Direct regulation of Interleukin-6 expression by Notch signaling in macrophages (172.36)

Abstract

Abstract Notch signaling is required for immune cell development. The intracellular domain of Notch (NIC) induces expression of target genes by binding to CSL, a DNA-binding protein. In macrophages, Notch signaling regulates inflammatory cytokines TNFα and IL-6. IL-6 is secreted by various cell types, including activated macrophages and functions in immune regulation and inflammation.
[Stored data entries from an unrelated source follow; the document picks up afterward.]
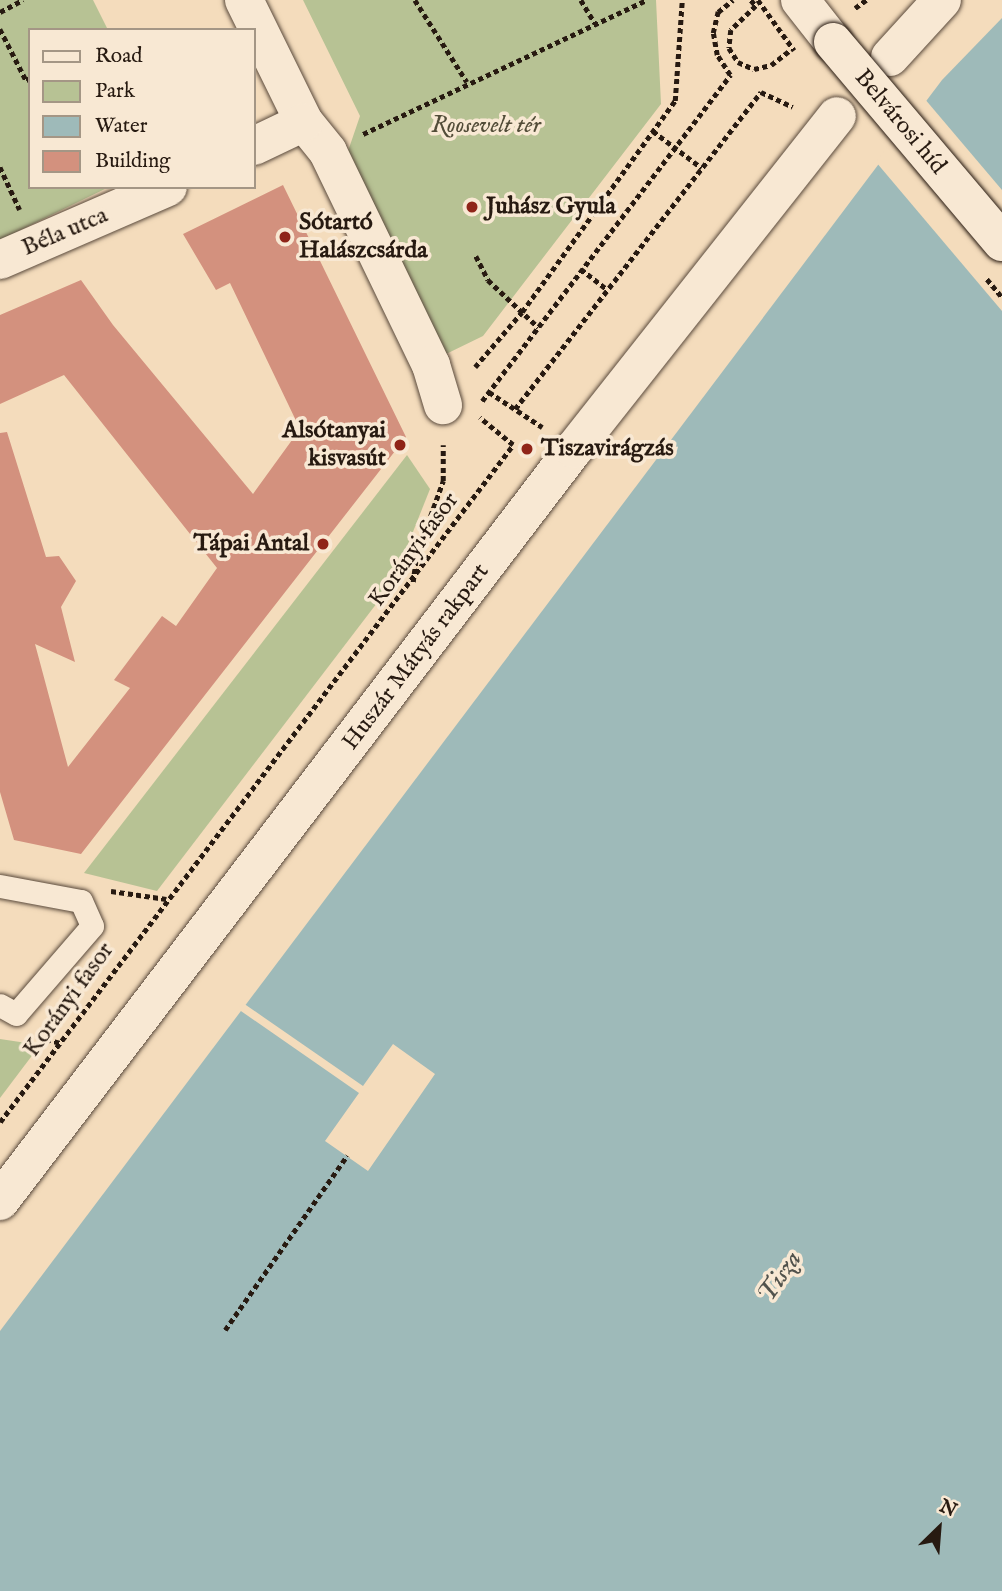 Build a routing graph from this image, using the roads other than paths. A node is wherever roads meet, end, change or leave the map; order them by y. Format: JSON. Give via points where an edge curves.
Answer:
{"nodes":[{"id":1,"x":244,"y":0,"type":"edge"},
{"id":2,"x":800,"y":0,"type":"edge"},
{"id":3,"x":942,"y":0,"type":"edge"},
{"id":4,"x":890,"y":57,"type":"dead end"},
{"id":5,"x":834,"y":120,"type":"road end"},
{"id":6,"x":304,"y":122,"type":"junction"},
{"id":7,"x":256,"y":145,"type":"edge"},
{"id":8,"x":163,"y":189,"type":"edge"},
{"id":9,"x":1002,"y":242,"type":"edge"},
{"id":10,"x":0,"y":260,"type":"edge"},
{"id":11,"x":443,"y":405,"type":"road end"},
{"id":12,"x":0,"y":886,"type":"edge"},
{"id":13,"x":0,"y":1005,"type":"edge"},
{"id":14,"x":0,"y":1201,"type":"edge"}],
"edges":[{"from":1,"to":6,"type":"street"},
{"from":2,"to":9,"type":"street","name":"Belvárosi híd","bridge":true},
{"from":3,"to":4,"type":"street"},
{"from":5,"to":14,"type":"street","name":"Huszár Mátyás rakpart","via":[[566,460]]},
{"from":6,"to":7,"type":"street"},
{"from":6,"to":11,"type":"street","via":[[328,152],[431,365]]},
{"from":8,"to":10,"type":"street","name":"Béla utca"},
{"from":12,"to":13,"type":"lane","via":[[81,901],[92,926],[16,1014]]}]}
The consensus CSL binding site in the promoter region of IL-6 was shown to negatively regulate IL-6 mRNA, but the role of Notch signaling in IL-6 expression in macrophages remained unclear. We investigated the role of Notch signaling in the regulation of the IL-6 transcript in macrophages. Our results showed that bone marrow derived macrophages (BMMΦ) and RAW264.7 cell lines activated with lipopolysaccharide (LPS) and interferon gamma (IFNγ) induced IL-6 mRNA expression and upregulation of Notch1. Inhibition of Notch signaling in BMMΦ using a gamma secretase inhibitor partially decreases the level of IL-6 mRNA and protein. In contrast, RAW264.7, transiently transfected with constitutively active Notch1, displayed a dramatic increase in IL-6 mRNA. Inhibition of NF-κB completely abrogated IL-6 mRNA expression induced by the over expression of NIC. Chromatin immunoprecipitation assay demonstrated that Notch1 binds to the promoter of IL-6 in activated RAW264.7 but not in unstimulated cells. These results strongly suggest that Notch1 positively regulates IL-6 expression via NF-κB in activated macrophages.